Türkiye, 2025-2026 kışında uzun süre unutulmayacak bir kışa hazırlanıyor. Afyon Kocatepe Üniversitesi’nden Coğrafya uzmanı Dr. Okan Bozyurt, meteoroloji modellerinin 20 Aralık ile 20 Ocak tarihleri arasında Marmara, Karadeniz ve İç Anadolu bölgelerinde yoğun kar yağışı göstereceğini belirtti. Son yıllarda azalan yağışlar nedeniyle birçok şehir kuraklıkla mücadele ederken, bu kış Türkiye’yi bol yağışlı ve soğuk günler bekliyor. Dr. Bozyurt, kar yağışının barajlar ve akarsu debileri açısından da önemli faydalar sağlayacağını vurguladı.
Türkiye’yi Mevsim Normallerinin Üzerinde Yağış Bekliyor
2025-2026 kışı, 2016’dan bu yana Türkiye’de yaşanan en sert kış mevsimi olma potansiyeline sahip. Mevsim normallerinin altında geçen sonbaharın ardından Ocak ayında kar yağışlarının özellikle Kuzey, Batı, İç ve Doğu kesimlerinde mevsim normallerinin üstünde olması bekleniyor.
20 Aralık – 20 Ocak Arası Kritik Dönem
Dr. Bozyurt, meteoroloji modellerinin 20 Aralık–20 Ocak tarihleri arasında Kuzeyden gelecek kuvvetli bir hava sistemiyle Marmara, Karadeniz ve İç Anadolu’nun kuzeyinde yoğun kar yağışı göstereceğini söyledi. Bu kar yağışlarının yerde uzun süre kalması ve kuraklık sorununa çözüm sağlaması bekleniyor.
Yağışların Uzun Vadeli Önemi
Meteoroloji uzmanına göre bu yılki yağışlar sadece kış dönemini etkilemeyecek; karların tepelerde birikmesi yaz aylarında eriyerek su kaynaklarını besleyecek. Baraj ve akarsuların canlanmasıyla kuraklık sorununun hafiflemesi öngörülüyor.
Küresel İklim Değişikliği ve La Nina Etkisi
Dr. Bozyurt, küresel iklim değişikliği ve La Nina etkisinin kışın yağışlı geçmesini desteklediğini belirtti. Zayıf La Nina yıllarında kışlar hem soğuk hem yağışlı geçiyor, bu da Türkiye için avantajlı bir durum oluşturuyor.
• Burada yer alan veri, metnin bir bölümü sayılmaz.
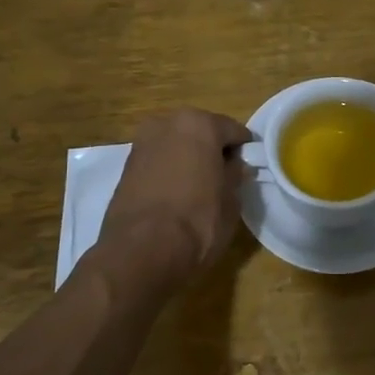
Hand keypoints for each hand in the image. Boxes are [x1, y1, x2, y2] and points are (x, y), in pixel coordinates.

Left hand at [101, 108, 251, 282]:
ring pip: (176, 144)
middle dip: (212, 150)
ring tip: (198, 187)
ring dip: (188, 158)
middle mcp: (168, 123)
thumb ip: (235, 175)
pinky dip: (168, 170)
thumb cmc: (198, 221)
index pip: (233, 130)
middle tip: (223, 176)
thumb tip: (236, 166)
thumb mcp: (231, 200)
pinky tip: (175, 194)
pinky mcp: (126, 165)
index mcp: (200, 124)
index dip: (244, 150)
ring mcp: (142, 142)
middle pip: (200, 131)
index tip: (248, 168)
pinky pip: (158, 160)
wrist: (141, 251)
Avrasya Kar Örtüsü ve Avrupa’ya Etkileri
Avrasya kar örtüsünde artış, Kuzeydeki hava akımlarını Türkiye’ye yönlendirecek. Grönland’daki kar birikintisi ise gulf stream akıntılarını etkileyerek Avrupa’da uzun vadeli iklim değişikliklerine yol açacak. Bu durum, Türkiye’de kar yağışlarının güçlü olmasını sağlayacak bir faktör olarak öne çıkıyor.